Biologia Serbica

Nuclear factor erythroid 2-related factor 2 (NRF2) is a transcription factor that plays a crucial role in immune regulation by promoting antioxidant defenses, modulating inflammation, supporting immune cell function, and influencing autoimmune responses. Dysregulation of NRF2 signaling is implicated in the pathogenesis of autoimmune diseases and chronic inflammatory conditions. NRF2 activators, through their anti-inflammatory and antioxidant properties, have shown potential therapeutic benefits in preclinical and clinical studies for diseases characterized by dysregulated inflammation and oxidative stress such as multiple sclerosis (MS). MS is an autoimmune, neurodegenerative, and inflammatory disease of the central nervous system (CNS). In our model of MS, experimental autoimmune encephalomyelitis (EAE), we have investigated the role of NRF2 activators on several immune cell types important for the pathology of CNS autoimmunity. Ethyl pyruvate (EP), a redox analog of MS drug dimethyl fumarate, has been proven to have beneficial effects in EAE, by suppressing encephalitogenic T cells and macrophages and inducing tolerogenic properties in dendritic cells (DCs). In a recent study, we have shown that EP achieves its effects in DCs by increasing the expression of several NRF2 downstream genes and by decreasing the expression of NF-kB genes, suggesting that the tolerogenic effect of EP is achieved through the activation of the NRF2 signaling pathway.

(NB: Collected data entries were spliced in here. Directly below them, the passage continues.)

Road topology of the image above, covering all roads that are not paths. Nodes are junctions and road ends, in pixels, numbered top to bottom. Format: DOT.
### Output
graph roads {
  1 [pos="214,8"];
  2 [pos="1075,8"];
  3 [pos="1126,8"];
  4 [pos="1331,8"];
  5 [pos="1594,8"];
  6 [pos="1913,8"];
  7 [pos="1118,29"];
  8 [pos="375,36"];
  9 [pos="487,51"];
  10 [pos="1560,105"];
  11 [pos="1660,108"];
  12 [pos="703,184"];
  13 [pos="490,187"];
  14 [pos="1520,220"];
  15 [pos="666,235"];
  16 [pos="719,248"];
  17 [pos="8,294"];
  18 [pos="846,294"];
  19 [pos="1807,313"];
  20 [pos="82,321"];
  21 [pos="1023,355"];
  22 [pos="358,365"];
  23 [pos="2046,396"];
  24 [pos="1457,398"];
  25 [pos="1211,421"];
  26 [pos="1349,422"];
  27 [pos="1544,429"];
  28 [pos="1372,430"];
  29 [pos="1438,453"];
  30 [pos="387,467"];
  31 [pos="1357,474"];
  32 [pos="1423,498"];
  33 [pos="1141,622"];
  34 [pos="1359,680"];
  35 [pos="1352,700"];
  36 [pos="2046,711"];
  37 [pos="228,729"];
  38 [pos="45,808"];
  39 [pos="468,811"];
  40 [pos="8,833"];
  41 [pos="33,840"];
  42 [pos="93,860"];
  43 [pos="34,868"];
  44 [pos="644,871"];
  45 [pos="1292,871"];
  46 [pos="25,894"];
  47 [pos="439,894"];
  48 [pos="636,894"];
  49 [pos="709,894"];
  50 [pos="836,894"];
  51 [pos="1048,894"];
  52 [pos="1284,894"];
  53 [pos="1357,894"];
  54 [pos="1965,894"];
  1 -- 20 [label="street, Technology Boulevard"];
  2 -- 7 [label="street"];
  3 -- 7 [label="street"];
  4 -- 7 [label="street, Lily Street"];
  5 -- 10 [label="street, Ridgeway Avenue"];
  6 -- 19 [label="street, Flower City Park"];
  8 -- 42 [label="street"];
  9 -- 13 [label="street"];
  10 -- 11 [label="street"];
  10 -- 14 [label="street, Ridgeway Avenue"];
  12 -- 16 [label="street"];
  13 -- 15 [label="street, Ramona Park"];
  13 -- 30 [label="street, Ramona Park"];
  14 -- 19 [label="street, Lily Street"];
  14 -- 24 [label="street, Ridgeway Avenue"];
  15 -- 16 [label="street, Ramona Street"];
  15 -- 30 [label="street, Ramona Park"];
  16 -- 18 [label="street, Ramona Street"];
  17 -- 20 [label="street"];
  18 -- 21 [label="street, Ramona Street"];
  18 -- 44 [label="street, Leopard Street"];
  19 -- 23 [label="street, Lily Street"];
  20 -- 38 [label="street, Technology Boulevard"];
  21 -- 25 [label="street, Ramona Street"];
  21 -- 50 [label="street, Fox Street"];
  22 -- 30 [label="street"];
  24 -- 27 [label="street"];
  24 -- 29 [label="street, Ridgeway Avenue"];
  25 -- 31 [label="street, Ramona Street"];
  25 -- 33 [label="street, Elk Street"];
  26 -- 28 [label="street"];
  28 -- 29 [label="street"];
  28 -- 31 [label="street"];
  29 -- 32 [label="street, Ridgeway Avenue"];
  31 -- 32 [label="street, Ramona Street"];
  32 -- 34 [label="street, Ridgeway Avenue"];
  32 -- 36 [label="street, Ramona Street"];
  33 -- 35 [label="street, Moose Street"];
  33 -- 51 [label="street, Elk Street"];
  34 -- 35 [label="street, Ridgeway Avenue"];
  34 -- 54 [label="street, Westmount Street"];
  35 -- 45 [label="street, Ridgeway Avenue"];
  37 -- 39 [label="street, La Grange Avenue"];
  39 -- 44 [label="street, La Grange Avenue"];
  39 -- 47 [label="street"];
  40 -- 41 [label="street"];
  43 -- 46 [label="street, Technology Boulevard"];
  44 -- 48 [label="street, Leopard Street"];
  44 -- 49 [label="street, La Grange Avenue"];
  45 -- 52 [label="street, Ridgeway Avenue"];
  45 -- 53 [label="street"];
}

Another tested substance, named SB140, is a derivative of cholic bile acid. This compound was tested in immune cells implicated in the pathogenesis of EAE: microglia and encephalitogenic T cells, and it was shown to have anti-inflammatory effects. These results demonstrate that both agents have potent immunomodulatory effects and suggest that they act as NRF2 activators. Both EP and SB140 are indicated as promising therapeutics in MS, but also in other diseases mediated by inflammation and oxidative stress, and thus, their role should be further investigated.